For each record that follows, give it back exactly, with no pictures included.

--- --- ---

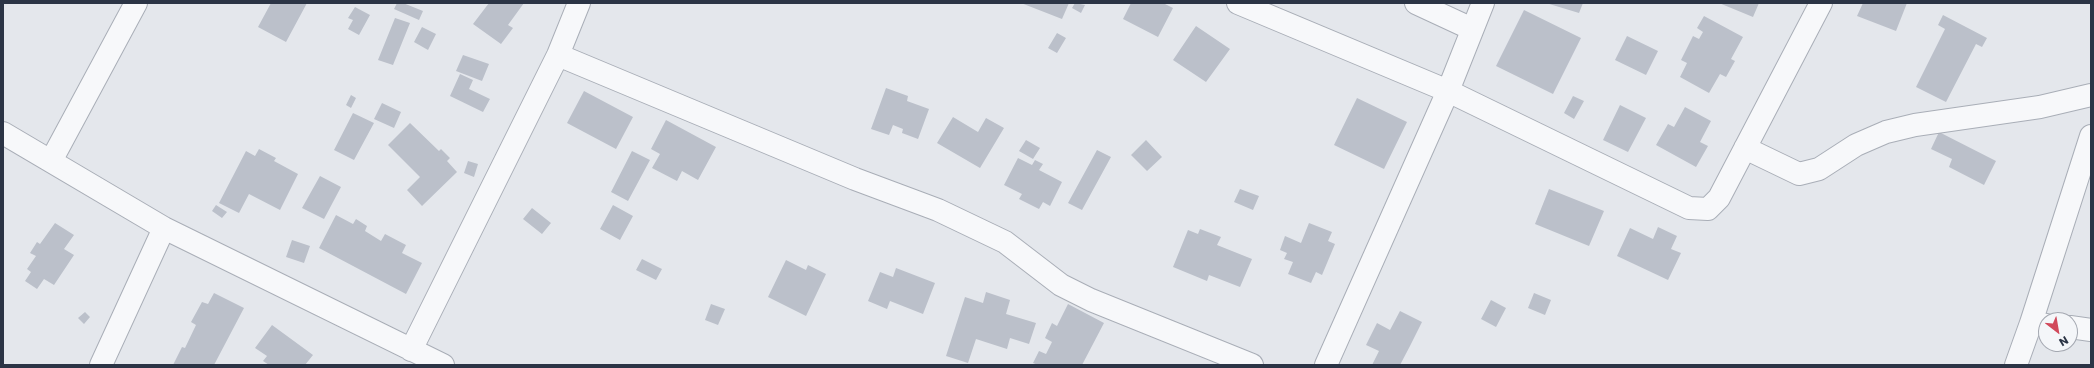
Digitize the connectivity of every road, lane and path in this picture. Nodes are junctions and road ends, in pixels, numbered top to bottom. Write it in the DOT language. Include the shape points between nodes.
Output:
graph roads {
  1 [pos="136,3"];
  2 [pos="579,3"];
  3 [pos="1238,3"];
  4 [pos="1416,3"];
  5 [pos="1483,3"];
  6 [pos="1821,3"];
  7 [pos="1472,29"];
  8 [pos="558,55"];
  9 [pos="1448,90"];
  10 [pos="2091,95"];
  11 [pos="3,133"];
  12 [pos="2091,136"];
  13 [pos="1745,148"];
  14 [pos="51,161"];
  15 [pos="164,228"];
  16 [pos="2042,312"];
  17 [pos="2038,326"];
  18 [pos="2078,329"];
  19 [pos="2091,330"];
  20 [pos="411,350"];
  21 [pos="101,365"];
  22 [pos="443,365"];
  23 [pos="1252,365"];
  24 [pos="1326,365"];
  25 [pos="2016,365"];
  1 -- 14 [label="street"];
  2 -- 8 [label="street"];
  3 -- 9 [label="street"];
  4 -- 7 [label="street"];
  5 -- 7 [label="street"];
  6 -- 13 [label="street"];
  7 -- 9 [label="street"];
  8 -- 20 [label="street"];
  8 -- 23 [label="street" via="855,179 938,210 1005,242 1061,285 1085,297"];
  9 -- 13 [label="street" via="1689,208 1708,209 1719,198"];
  9 -- 24 [label="street"];
  10 -- 13 [label="street" via="2040,107 1915,125 1886,132 1856,145 1819,169 1799,174"];
  11 -- 14 [label="street"];
  12 -- 16 [label="street"];
  14 -- 15 [label="street"];
  15 -- 20 [label="street"];
  15 -- 21 [label="street"];
  17 -- 25 [label="street"];
  18 -- 19 [label="street"];
  20 -- 22 [label="street"];
}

--- --- ---

▶ **EXERCISE OUTPUT**:
Digitize the connectivity of every road, lane and path in this picture. Nodes are junctions and road ends, in pixels, numbered top to bottom. Write it in the DOT language. Include the shape points between nodes.
Output:
graph roads {
  1 [pos="136,3"];
  2 [pos="579,3"];
  3 [pos="1238,3"];
  4 [pos="1416,3"];
  5 [pos="1483,3"];
  6 [pos="1821,3"];
  7 [pos="1472,29"];
  8 [pos="558,55"];
  9 [pos="1448,90"];
  10 [pos="2091,95"];
  11 [pos="3,133"];
  12 [pos="2091,136"];
  13 [pos="1745,148"];
  14 [pos="51,161"];
  15 [pos="164,228"];
  16 [pos="2042,312"];
  17 [pos="2038,326"];
  18 [pos="2078,329"];
  19 [pos="2091,330"];
  20 [pos="411,350"];
  21 [pos="101,365"];
  22 [pos="443,365"];
  23 [pos="1252,365"];
  24 [pos="1326,365"];
  25 [pos="2016,365"];
  1 -- 14 [label="street"];
  2 -- 8 [label="street"];
  3 -- 9 [label="street"];
  4 -- 7 [label="street"];
  5 -- 7 [label="street"];
  6 -- 13 [label="street"];
  7 -- 9 [label="street"];
  8 -- 20 [label="street"];
  8 -- 23 [label="street" via="855,179 938,210 1005,242 1061,285 1085,297"];
  9 -- 13 [label="street" via="1689,208 1708,209 1719,198"];
  9 -- 24 [label="street"];
  10 -- 13 [label="street" via="2040,107 1915,125 1886,132 1856,145 1819,169 1799,174"];
  11 -- 14 [label="street"];
  12 -- 16 [label="street"];
  14 -- 15 [label="street"];
  15 -- 20 [label="street"];
  15 -- 21 [label="street"];
  17 -- 25 [label="street"];
  18 -- 19 [label="street"];
  20 -- 22 [label="street"];
}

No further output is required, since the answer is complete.